:: What you will do ::
What the task needs is every record repeated exactly, nothing more.

:: Records from a data source ::
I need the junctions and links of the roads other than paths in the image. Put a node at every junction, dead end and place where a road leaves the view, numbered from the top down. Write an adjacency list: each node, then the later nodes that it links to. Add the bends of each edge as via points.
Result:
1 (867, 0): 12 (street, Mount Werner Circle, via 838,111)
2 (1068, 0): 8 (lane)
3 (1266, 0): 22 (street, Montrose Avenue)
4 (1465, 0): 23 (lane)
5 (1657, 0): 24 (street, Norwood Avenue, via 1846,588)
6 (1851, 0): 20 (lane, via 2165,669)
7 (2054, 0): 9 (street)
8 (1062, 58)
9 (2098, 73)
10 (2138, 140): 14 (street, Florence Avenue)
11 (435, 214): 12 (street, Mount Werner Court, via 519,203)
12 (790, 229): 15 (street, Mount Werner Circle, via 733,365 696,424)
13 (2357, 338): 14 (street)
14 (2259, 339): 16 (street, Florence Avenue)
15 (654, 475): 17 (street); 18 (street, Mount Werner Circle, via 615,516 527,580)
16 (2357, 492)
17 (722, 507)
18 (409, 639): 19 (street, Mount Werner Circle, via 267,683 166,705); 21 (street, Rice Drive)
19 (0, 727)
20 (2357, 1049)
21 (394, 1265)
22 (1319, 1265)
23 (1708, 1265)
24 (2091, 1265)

:: Task output ::
I need the junctions and links of the roads other than paths in the image. Put a node at every junction, dead end and place where a road leaves the view, numbered from the top down. Write an adjacency list: each node, then the later nodes that it links to. Add the bends of each edge as via points.
Result:
1 (867, 0): 12 (street, Mount Werner Circle, via 838,111)
2 (1068, 0): 8 (lane)
3 (1266, 0): 22 (street, Montrose Avenue)
4 (1465, 0): 23 (lane)
5 (1657, 0): 24 (street, Norwood Avenue, via 1846,588)
6 (1851, 0): 20 (lane, via 2165,669)
7 (2054, 0): 9 (street)
8 (1062, 58)
9 (2098, 73)
10 (2138, 140): 14 (street, Florence Avenue)
11 (435, 214): 12 (street, Mount Werner Court, via 519,203)
12 (790, 229): 15 (street, Mount Werner Circle, via 733,365 696,424)
13 (2357, 338): 14 (street)
14 (2259, 339): 16 (street, Florence Avenue)
15 (654, 475): 17 (street); 18 (street, Mount Werner Circle, via 615,516 527,580)
16 (2357, 492)
17 (722, 507)
18 (409, 639): 19 (street, Mount Werner Circle, via 267,683 166,705); 21 (street, Rice Drive)
19 (0, 727)
20 (2357, 1049)
21 (394, 1265)
22 (1319, 1265)
23 (1708, 1265)
24 (2091, 1265)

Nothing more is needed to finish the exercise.